These counters reach the thousands within a few hours. Unfiltered charts make a healthy service appear to be failing.
Filter to the data plane's real endpoints (/v1/* and /mcp/*):
# Prometheus: keep only real customer traffic
router_requests_total{endpoint=~"^/v1/.*|^/mcp/.*"}
router_errors_total{endpoint=~"^/v1/.*|^/mcp/.*"}
// Azure Log Analytics / Application Insights equivalent
| extend endpoint = tostring(customDimensions.endpoint)
| where endpoint startswith "/v1/" or endpoint startswith "/mcp/"
Step c.1: deploy the OpenTelemetry collector
Deploy into the tars-dataplane namespace; any other namespace fails with unknown namespace for the cache. The ConfigMap below wires both logs and metrics pipelines, exposes router_* on a Prometheus scrape endpoint (:9464), and is ready to fan out to additional backends. See Send to a real observability backend.

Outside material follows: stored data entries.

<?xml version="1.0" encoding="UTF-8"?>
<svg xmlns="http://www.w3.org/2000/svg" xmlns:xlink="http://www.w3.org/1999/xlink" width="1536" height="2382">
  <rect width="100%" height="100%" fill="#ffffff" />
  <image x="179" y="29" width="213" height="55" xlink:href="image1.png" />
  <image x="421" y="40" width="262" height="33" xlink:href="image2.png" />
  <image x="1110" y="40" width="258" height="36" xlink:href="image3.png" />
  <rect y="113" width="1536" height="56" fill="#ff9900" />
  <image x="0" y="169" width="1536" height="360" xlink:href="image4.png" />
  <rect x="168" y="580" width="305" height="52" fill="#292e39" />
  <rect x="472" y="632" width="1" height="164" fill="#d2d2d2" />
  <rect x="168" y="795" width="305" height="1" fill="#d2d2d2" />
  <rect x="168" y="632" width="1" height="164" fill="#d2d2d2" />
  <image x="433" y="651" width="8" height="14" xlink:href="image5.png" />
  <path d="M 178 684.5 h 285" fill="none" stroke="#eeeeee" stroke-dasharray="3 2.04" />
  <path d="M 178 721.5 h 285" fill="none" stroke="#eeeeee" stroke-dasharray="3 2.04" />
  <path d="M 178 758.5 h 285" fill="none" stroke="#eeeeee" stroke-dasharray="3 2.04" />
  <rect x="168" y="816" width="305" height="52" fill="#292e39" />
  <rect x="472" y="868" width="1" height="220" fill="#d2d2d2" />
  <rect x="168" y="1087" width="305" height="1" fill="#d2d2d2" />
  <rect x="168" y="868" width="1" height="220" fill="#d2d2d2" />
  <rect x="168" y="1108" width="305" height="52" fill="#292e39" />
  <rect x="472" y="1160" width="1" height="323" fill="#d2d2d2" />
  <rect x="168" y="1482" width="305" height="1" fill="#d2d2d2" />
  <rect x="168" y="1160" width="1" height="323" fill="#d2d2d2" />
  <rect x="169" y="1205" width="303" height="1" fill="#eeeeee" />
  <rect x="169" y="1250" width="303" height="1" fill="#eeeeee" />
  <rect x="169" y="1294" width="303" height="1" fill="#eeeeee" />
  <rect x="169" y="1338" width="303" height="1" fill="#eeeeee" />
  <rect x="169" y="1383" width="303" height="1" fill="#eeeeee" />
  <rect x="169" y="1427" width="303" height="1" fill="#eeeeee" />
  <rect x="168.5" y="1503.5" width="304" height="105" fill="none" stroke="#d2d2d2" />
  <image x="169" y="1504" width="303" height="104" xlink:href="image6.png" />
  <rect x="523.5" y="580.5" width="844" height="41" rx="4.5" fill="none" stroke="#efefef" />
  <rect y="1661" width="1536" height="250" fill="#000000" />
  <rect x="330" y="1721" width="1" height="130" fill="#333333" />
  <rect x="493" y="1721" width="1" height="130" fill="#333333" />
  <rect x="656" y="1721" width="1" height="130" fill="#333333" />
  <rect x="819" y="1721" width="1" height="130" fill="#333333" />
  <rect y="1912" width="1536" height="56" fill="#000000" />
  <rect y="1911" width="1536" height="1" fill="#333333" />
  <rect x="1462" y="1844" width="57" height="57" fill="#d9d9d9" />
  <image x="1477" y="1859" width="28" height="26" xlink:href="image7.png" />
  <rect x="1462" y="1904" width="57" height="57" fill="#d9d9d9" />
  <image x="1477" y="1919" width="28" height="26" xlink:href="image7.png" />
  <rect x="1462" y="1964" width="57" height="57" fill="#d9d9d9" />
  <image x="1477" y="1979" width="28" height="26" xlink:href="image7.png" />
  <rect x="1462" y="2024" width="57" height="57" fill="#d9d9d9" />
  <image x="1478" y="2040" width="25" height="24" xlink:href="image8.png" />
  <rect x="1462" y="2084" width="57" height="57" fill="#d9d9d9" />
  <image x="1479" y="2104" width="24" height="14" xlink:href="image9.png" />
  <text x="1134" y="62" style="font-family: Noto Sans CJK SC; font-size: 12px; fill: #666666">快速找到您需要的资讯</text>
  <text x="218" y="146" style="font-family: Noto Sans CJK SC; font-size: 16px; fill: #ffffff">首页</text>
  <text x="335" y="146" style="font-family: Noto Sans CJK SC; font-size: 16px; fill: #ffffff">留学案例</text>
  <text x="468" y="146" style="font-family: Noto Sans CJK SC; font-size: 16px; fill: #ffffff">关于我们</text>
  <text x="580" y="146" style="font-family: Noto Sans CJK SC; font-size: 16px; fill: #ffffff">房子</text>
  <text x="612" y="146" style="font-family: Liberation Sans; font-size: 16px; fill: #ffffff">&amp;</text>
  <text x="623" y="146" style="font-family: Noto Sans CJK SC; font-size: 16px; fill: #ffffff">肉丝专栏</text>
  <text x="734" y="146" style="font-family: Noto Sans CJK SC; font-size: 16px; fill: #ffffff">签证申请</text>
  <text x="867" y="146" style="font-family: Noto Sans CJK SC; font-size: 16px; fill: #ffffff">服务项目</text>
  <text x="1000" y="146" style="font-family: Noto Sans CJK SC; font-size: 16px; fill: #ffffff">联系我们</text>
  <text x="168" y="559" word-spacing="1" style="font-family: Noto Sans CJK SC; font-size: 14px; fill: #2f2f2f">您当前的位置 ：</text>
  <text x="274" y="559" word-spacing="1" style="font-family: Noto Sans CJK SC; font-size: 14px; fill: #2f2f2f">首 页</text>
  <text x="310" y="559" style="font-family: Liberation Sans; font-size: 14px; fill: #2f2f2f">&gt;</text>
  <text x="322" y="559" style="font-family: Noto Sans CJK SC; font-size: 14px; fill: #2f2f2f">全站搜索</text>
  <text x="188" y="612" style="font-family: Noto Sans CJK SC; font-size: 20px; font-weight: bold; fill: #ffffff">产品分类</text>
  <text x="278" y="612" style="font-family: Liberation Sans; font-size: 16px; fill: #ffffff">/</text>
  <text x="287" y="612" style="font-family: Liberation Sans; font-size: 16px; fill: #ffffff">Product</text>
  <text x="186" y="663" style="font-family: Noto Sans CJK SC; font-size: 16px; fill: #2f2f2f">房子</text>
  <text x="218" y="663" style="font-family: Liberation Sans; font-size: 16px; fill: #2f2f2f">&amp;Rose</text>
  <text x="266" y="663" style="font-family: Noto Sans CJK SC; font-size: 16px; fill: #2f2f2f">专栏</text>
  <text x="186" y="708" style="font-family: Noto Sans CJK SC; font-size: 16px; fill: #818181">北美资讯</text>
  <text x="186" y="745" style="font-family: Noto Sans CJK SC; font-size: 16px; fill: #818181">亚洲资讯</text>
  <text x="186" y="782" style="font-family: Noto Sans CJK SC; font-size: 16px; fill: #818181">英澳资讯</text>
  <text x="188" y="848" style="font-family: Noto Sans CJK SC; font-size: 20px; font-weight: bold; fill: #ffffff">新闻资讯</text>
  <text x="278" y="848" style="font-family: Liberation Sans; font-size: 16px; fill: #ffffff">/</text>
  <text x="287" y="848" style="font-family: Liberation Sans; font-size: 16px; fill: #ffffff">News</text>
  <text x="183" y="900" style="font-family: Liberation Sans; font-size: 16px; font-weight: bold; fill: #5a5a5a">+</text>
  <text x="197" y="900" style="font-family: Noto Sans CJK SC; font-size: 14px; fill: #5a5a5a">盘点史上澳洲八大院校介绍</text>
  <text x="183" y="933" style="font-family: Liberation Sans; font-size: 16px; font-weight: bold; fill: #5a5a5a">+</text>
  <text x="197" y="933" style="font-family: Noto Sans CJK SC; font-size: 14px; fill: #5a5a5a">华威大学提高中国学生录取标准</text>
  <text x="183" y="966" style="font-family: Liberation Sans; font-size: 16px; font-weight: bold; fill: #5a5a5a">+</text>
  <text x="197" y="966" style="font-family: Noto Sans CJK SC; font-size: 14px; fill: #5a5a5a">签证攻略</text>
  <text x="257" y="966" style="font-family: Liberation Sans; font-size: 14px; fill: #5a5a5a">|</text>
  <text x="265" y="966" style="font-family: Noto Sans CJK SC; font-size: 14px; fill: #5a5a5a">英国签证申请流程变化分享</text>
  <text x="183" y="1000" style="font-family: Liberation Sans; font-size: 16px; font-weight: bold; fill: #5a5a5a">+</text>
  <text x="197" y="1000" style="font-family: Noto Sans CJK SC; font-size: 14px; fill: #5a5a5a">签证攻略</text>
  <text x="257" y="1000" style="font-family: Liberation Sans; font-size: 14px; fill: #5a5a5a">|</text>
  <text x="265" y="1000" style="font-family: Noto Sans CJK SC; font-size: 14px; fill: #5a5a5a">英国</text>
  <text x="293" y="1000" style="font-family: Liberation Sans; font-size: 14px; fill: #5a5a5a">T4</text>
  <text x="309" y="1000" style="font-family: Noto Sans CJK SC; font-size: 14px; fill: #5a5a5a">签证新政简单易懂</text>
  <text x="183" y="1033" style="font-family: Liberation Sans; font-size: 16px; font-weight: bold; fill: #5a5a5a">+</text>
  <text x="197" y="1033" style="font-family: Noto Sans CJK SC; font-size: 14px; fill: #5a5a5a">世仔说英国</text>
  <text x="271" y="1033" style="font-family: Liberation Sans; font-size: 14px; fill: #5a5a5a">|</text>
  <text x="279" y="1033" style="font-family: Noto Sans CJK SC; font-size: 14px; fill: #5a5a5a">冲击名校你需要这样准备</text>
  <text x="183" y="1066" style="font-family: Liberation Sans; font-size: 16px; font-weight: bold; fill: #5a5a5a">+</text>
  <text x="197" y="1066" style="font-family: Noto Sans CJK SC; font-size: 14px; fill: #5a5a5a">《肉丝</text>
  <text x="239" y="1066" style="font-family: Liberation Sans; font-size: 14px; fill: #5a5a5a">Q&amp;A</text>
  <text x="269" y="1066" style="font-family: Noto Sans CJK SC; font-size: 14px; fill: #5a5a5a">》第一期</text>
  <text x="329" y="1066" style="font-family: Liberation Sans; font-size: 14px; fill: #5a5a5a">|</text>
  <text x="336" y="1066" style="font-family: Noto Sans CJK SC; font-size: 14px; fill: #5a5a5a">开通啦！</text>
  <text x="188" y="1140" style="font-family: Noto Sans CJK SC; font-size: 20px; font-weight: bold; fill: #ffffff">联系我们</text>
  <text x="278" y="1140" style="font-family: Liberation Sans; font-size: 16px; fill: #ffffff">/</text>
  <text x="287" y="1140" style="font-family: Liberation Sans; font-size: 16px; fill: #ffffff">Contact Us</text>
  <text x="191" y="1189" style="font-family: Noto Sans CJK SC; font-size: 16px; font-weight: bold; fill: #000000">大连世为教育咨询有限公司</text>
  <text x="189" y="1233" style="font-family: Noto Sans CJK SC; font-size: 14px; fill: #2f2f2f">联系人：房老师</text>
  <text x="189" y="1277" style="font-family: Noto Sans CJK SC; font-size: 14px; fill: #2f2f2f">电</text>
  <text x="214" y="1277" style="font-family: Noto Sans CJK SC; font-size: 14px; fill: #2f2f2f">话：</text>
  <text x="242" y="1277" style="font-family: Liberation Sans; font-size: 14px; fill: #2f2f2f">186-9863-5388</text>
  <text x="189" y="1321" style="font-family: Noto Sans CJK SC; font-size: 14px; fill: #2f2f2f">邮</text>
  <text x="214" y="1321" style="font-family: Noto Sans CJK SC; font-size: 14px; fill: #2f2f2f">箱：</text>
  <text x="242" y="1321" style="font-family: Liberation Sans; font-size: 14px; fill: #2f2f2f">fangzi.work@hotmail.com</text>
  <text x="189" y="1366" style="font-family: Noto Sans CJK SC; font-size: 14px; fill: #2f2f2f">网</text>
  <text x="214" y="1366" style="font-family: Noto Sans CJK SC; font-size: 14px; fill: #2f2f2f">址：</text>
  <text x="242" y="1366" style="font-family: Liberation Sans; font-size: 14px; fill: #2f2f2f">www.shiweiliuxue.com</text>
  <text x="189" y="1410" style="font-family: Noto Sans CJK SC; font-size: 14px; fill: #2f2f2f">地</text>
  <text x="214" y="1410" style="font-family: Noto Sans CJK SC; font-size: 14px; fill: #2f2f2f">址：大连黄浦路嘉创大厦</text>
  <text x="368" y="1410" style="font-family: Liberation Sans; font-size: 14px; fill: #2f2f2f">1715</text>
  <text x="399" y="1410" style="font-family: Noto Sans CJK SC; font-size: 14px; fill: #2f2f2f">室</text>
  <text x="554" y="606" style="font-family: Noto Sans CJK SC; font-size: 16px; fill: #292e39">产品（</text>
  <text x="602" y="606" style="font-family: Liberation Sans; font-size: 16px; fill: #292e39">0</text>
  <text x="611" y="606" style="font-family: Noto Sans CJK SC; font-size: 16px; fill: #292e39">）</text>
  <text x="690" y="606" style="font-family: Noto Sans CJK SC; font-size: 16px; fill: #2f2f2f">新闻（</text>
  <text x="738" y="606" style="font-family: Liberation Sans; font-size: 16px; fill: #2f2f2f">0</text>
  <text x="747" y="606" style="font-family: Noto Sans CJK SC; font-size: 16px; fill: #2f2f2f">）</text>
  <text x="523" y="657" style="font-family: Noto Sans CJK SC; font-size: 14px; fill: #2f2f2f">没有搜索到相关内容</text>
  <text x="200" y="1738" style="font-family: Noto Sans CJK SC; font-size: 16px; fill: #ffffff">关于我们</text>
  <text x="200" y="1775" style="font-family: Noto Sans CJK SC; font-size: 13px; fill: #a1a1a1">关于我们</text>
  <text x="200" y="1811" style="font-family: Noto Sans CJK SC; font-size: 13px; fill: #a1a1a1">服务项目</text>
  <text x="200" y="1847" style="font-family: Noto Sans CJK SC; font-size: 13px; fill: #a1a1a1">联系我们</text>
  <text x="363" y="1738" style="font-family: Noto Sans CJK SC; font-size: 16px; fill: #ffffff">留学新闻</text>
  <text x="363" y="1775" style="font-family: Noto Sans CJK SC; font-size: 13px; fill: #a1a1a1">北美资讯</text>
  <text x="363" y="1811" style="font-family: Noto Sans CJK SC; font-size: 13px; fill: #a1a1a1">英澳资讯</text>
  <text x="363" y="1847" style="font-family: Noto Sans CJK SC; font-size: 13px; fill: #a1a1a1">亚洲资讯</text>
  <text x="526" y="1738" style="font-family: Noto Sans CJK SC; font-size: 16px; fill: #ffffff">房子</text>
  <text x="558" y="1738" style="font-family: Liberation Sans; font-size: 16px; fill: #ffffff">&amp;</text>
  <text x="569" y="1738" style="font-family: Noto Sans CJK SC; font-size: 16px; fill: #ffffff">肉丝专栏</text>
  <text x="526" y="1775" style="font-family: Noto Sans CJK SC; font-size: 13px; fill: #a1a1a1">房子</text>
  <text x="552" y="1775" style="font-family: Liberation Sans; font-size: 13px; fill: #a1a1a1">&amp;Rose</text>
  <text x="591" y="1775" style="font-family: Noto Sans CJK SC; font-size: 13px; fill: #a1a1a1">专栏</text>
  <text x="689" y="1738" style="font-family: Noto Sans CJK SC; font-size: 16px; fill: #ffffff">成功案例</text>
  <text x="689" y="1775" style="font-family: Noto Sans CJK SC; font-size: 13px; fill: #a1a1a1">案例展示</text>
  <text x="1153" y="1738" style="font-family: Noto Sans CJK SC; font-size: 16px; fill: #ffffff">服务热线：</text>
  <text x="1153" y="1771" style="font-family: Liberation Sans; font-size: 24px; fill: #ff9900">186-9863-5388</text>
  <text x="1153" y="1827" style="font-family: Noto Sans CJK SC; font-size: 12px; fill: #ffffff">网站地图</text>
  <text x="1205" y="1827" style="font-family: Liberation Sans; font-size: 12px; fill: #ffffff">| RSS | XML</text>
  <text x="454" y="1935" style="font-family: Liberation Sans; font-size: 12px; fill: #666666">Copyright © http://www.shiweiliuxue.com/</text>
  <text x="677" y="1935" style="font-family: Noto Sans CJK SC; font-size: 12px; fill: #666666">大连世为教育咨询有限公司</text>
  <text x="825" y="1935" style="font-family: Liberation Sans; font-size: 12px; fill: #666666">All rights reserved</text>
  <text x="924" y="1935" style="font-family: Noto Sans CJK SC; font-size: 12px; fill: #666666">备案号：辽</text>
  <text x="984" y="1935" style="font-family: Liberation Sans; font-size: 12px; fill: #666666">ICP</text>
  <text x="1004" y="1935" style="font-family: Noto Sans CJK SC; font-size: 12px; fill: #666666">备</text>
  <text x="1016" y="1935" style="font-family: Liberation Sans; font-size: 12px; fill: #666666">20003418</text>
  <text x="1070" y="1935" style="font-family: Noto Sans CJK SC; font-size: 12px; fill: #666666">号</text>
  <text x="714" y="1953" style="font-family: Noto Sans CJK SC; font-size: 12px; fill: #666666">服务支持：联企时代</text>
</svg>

cat <<'EOF' | kubectl apply -f -
apiVersion: v1
kind: ConfigMap
metadata:
name: otel-collector-config
namespace: tars-dataplane
data:
config.yaml: |
receivers:
otlp:
protocols:
http: { endpoint: 0.0.0.0:4318 }
grpc: { endpoint: 0.0.0.0:4317 }
processors:
batch: { timeout: 5s }
# Strip envoy's internal dynamic-modules scope prefix so router_* metrics
# ship with their canonical names (router_requests_total, etc.) instead
# of dynamicmodulescustom.router_requests_total.
transform/strip_scope:
metric_statements:
- context: metric
statements:
- replace_pattern(name, "^dynamicmodulescustom\\.", "")
exporters:
# In-cluster Prometheus scrape target. Names land clean as router_*.
prometheus:
endpoint: 0.0.0.0:9464
namespace: ""
send_timestamps: true
metric_expiration: 30m
resource_to_telemetry_conversion: { enabled: true }
service:
pipelines:
metrics:
receivers: [otlp]
processors: [transform/strip_scope, batch]
exporters: [prometheus]
# Add a 'logs' pipeline when forwarding envoy HTTP access logs
# (per-request method, status, path, MCP headers) to a backend
# such as Azure Monitor or Datadog. See "Send to a real
# observability backend" below for an example.
---
apiVersion: apps/v1
kind: Deployment
metadata:
name: otel-collector
namespace: tars-dataplane
spec:
replicas: 1
selector: { matchLabels: { app: otel-collector } }
template:
metadata: { labels: { app: otel-collector } }
spec:
containers:
- name: collector
image: otel/opentelemetry-collector-contrib:0.98.0
ports:
- { containerPort: 4317, name: otlp-grpc }
- { containerPort: 4318, name: otlp-http }
volumeMounts:
- { name: config, mountPath: /etc/otelcol-contrib }
resources:
requests: { cpu: 100m, memory: 128Mi }
limits: { cpu: 250m, memory: 256Mi }
volumes:
- name: config
configMap: { name: otel-collector-config }
---
apiVersion: v1
kind: Service
metadata:
name: otel-collector
namespace: tars-dataplane
spec:
selector: { app: otel-collector }
ports:
- { name: otlp-grpc, port: 4317, targetPort: 4317 }
- { name: otlp-http, port: 4318, targetPort: 4318 }
- { name: prometheus, port: 9464, targetPort: 9464 }
EOF
Once the manifest is applied, an in-cluster Prometheus can scrape http://otel-collector.tars-dataplane.svc:9464/metrics and find clean router_requests_total, router_model_requests_total, and similar names. The transform/strip_scope processor removes envoy's internal scope prefix before export, so dashboards and alerts work without dealing with the OTel encoding.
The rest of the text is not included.